Fantasy fiction has an image problem. Literary beard-strokers have long taken issue with books of magyk and faeries and daemons – unserious, they say; childish; “not another fucking elf”.
The revered Kazuo Ishiguro wandered into this disputed territory with his last novel, The Buried Giant, which featured – of all things! – a dragon. What was a canonical writer like Ishiguro doing, asked his critics, lowering himself like this?
Well, The Buried Giant was great, and its dragon rocked. Then Ishiguro won the Nobel. Yah-boo to the snobs.

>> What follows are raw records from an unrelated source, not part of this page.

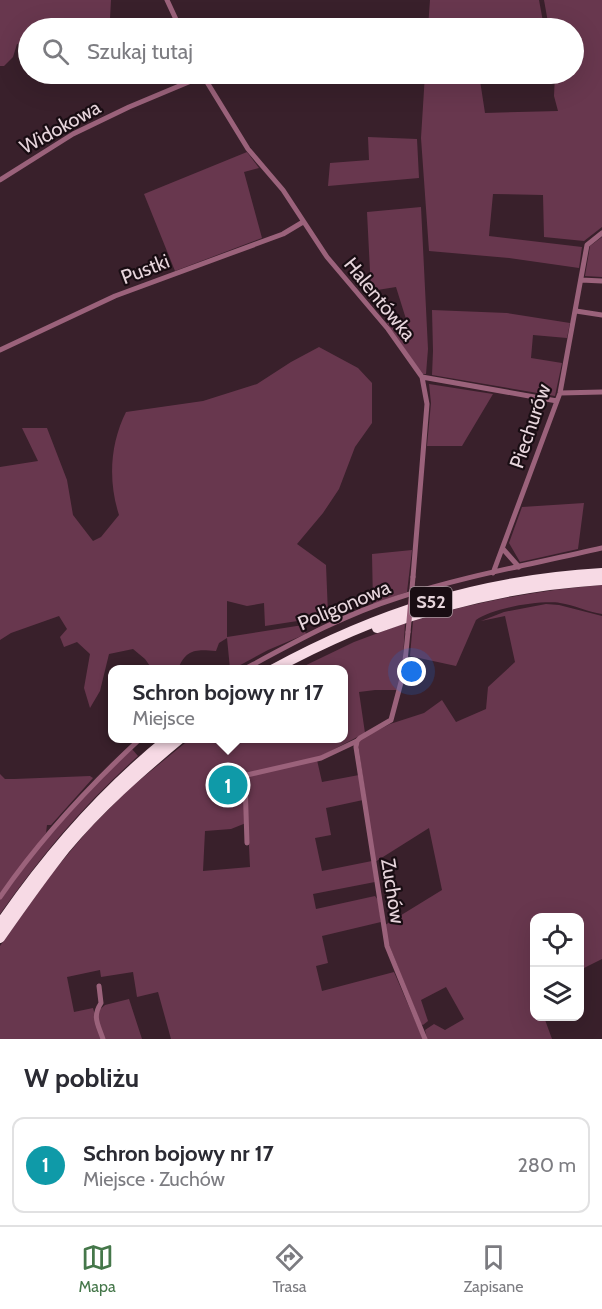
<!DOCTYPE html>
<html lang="pl">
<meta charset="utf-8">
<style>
:root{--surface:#fff;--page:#f2f2f3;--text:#2b2b33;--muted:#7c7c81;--line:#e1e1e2;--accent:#45774a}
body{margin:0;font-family:Cabin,sans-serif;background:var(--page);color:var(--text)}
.controls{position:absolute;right:18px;bottom:18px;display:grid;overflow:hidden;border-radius:12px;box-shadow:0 6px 24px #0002}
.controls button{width:54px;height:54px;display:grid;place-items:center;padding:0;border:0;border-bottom:2px solid var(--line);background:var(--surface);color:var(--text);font:30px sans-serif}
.you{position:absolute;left:412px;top:672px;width:21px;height:21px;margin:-15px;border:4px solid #fff;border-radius:50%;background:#1a73e8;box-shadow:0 0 0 9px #1a73e833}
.badge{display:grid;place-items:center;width:39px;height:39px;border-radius:50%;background:var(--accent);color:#fff;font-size:20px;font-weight:700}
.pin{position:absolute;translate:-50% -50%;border:3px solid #fff;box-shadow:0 2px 6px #0006}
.popup{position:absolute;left:108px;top:665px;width:240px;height:78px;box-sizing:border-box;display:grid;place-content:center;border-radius:12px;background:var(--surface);filter:drop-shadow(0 2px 4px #0005);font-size:20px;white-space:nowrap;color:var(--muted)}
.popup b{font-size:22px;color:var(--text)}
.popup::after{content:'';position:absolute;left:50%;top:100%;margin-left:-12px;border:12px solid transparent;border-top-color:var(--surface)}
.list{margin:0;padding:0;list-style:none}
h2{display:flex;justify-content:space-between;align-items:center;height:78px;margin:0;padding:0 24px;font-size:26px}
h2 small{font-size:20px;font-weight:400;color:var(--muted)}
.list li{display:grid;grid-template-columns:39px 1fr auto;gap:18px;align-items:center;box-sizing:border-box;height:96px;margin:0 12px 12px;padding:0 12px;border:2px solid var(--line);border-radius:12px}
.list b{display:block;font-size:22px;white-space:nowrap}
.list p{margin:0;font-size:20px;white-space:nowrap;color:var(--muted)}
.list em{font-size:20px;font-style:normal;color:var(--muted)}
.icon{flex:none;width:33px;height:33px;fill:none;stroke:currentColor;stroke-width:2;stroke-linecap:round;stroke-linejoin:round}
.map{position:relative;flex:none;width:602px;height:1039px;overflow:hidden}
.search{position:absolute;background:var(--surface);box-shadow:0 6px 24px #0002;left:18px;right:18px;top:18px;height:66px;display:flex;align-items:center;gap:15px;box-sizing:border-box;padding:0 21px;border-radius:33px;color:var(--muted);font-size:22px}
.sheet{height:186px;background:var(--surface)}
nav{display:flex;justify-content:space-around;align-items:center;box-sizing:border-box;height:84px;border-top:2px solid var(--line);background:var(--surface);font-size:16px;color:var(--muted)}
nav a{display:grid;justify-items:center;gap:3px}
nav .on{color:var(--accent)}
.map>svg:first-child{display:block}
.green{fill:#68374e}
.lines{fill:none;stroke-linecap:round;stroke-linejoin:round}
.street{stroke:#9b627b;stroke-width:5}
.highway{stroke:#f7dae5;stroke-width:10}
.street-bridge{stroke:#9b627b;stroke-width:5}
.labels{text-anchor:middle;stroke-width:4.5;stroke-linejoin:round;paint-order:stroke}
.shield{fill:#190d13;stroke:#a999a0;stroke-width:1.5}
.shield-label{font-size:18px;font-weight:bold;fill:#e7d5dc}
.street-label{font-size:20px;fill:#e7d5dc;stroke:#190d13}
</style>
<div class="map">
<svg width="602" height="1039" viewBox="0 0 602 1039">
<rect width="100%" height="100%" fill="#39202b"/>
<path class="green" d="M0,0H111L110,19L97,28H28V49L24,43L17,44L13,57L4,66H0Z
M430,0H539L544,27L428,28Z
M544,0H602V227L584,241L544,237L543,195L493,194L489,236L582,247L579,268L509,258L429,251L421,138L425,74H479L485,113L558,111L554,96L555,74H574V28H549Z
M368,137L417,139L419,178L328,186L330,163L369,160Z
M247,152L259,168L244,172L262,238L175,271L144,194Z
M421,207L428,349L426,374H422L387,323L406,319L396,287L371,291L367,212Z
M602,237V277L585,276L590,246Z
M432,310L507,313L570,323L567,338L533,335L531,358L562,363L555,396L432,375L433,351Z
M319,347L358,368L372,383V423L355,447L339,489L323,513L297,544L326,565L328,614L304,620L265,626L264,603L247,606L227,601V637L303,625L306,634L268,650L233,669H230L227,638L219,643L216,651C196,649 186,649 178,669H152L145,659L133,649L109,654L100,691L90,708L84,688L90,654L77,642L64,647L60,637L67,629L59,616L11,633L0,640V467L38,461L22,428H47L67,480L73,515L93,541L101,537L119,515C108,481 110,444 126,412L203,401L257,384L291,362Z
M429,384L493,394L462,446H427L431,403Z
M584,503L578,549L520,562L509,543L522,507Z
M412,550L407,592L373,604L372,554Z
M602,585V614C588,612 574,605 560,603C540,600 493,608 476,620L456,666L410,656L413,621C475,602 537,590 602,585Z
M546,604L559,605L602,616V959L580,970V918H534V1016L544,1017L552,1039H427L425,1030L434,1024L445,1030L464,1019L446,987L421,1000L428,1021L423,1025L421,1024L386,937L385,925L442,890L429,828L375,862L358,743L361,739L390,724L424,713L442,700L456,722L486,709L488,687L515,662L505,616L481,621L504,612Z
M405,623L403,660L398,690H375L359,692L365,733L321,756L246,775L244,780L246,823L231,829L205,831L203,871L250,867L246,783L249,776L317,760L322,782L359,775L363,800L326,808L331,835L315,838L322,871L372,861L375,882L313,894L316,909L375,896L378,900L381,922L322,936L328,963L316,966L322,991L394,972L423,1039H171L158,992L137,997L133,972L101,977L100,970L67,977L74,1012L93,1008L102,1039H0V946L52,873L90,828L130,788L190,739L344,738V670L298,669L354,642Z
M132,749L138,756C85,803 40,857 0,914V900L37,850L91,789Z
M0,774L5,779H14L90,776L93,778L51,825H47L46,833L0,893Z
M129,999L142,1039H104L97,1016L98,1011L105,1005Z"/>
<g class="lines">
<path class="street" d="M167,0L180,28
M202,74L248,149L283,190L327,257L388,329L422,377L427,404L413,577
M0,180L73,134L129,107L203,76
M581,280L602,281
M576,311L602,315
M0,350L115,296L283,234L303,222
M422,377L557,401
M560,393L602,392
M503,549L519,567
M493,573L560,393L587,245L602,233
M408,632L404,671L391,720L360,738L357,741L356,747L387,946L425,1039
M243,670C293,643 343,615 397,598C463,576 534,564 602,548
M247,843L245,781L247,775L321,758L357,741
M0,897C41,838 88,787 141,738
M99,986L101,1003C92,1017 98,1024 103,1039"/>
<path class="highway" d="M377,628C450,601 525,585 602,580
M272,670C378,612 481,580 602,573
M0,924C48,854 103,791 169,738
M0,938C21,908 42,878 65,849C99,808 140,772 181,738"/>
<path class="street-bridge" d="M408,632L413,577"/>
</g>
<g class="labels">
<rect class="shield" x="410" y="587" width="42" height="30" rx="4.5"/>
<g class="shield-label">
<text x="431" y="608">S52</text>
</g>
<g class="street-label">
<text transform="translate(60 127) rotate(-29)" y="7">Widokowa</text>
<text transform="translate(145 269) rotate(-21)" y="7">Pustki</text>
<text transform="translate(380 299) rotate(51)" y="7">Halentówka</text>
<text transform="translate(530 426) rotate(-71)" y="7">Piechurów</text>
<text transform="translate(344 605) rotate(-23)" y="7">Poligonowa</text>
<text transform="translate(393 891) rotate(81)" y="7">Zuchów</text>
</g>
</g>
</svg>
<div class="controls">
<button><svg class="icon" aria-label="locate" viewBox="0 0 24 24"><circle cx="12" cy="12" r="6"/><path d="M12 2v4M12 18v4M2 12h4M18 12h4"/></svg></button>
<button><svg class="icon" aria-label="layers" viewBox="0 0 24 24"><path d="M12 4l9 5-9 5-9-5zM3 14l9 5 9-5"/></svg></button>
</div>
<div class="you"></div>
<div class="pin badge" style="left:228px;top:785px;background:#0f9aa8">1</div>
<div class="popup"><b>Schron bojowy nr 17</b>Miejsce</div>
<div class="search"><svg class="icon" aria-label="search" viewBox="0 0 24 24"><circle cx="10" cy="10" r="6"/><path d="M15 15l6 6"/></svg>Szukaj tutaj</div>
</div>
<section class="sheet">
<h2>W pobliżu<small></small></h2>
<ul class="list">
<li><span class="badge" style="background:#0f9aa8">1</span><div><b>Schron bojowy nr 17</b><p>Miejsce · Zuchów</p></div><em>280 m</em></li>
</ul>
</section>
<nav>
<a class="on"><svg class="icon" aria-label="map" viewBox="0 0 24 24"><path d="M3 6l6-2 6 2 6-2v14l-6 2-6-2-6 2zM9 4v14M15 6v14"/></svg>Mapa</a>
<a><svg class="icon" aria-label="directions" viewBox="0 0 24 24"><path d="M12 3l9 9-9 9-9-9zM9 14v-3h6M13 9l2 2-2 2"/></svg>Trasa</a>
<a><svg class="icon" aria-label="saved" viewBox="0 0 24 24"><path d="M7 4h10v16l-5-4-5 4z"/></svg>Zapisane</a>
</nav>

Alex Pheby is similarly fresh to fantasy. A “serious” author whose last novel was based on the troubled life of James Joyce’s daughter Lucia, his Mordew is an emphatic, head-up-shoulders-back stride into the genre. Pheby isn’t doing things by half: this is the first in what promises to be a blazingly good trilogy. Well done, Galley Beggar, for having the vision to back him.
Pheby infuses the pages with a crackling, animating magic of his own
Nathan Treeves lives with his ailing parents in a freezing, wet and muddy slum. Above them, the city of Mordew rises in status and wealth until it reaches its pinnacle – the home of the enigmatic, all-powerful Master. As the story develops it becomes clear there’s more to Nathan and his parents than is first apparent. He is the inheritor of magical powers and a name that will pit him against the mighty and manipulative Master.
So far, so standard – so Tolkien, so Gormenghast. But also, so Dickens. Pheby infuses the pages with a crackling, animating magic of his own. When I say he isn’t doing things by half, I mean it. He has constructed not just a city, but a society, an economy, a system of nature, even a profound structure of philosophical belief, all explained in a large, captivating glossary at the back. God is dead, murdered, his body stored in the catacombs below Mordew; in his place, demigods like the Master rule with wanton cruelty. Charismatic, grotesque (and often genuinely funny) characters abound. There are delicious teases of the wider world that will be explored in the subsequent volumes. There are even hints of dragons. A serious book, for serious people.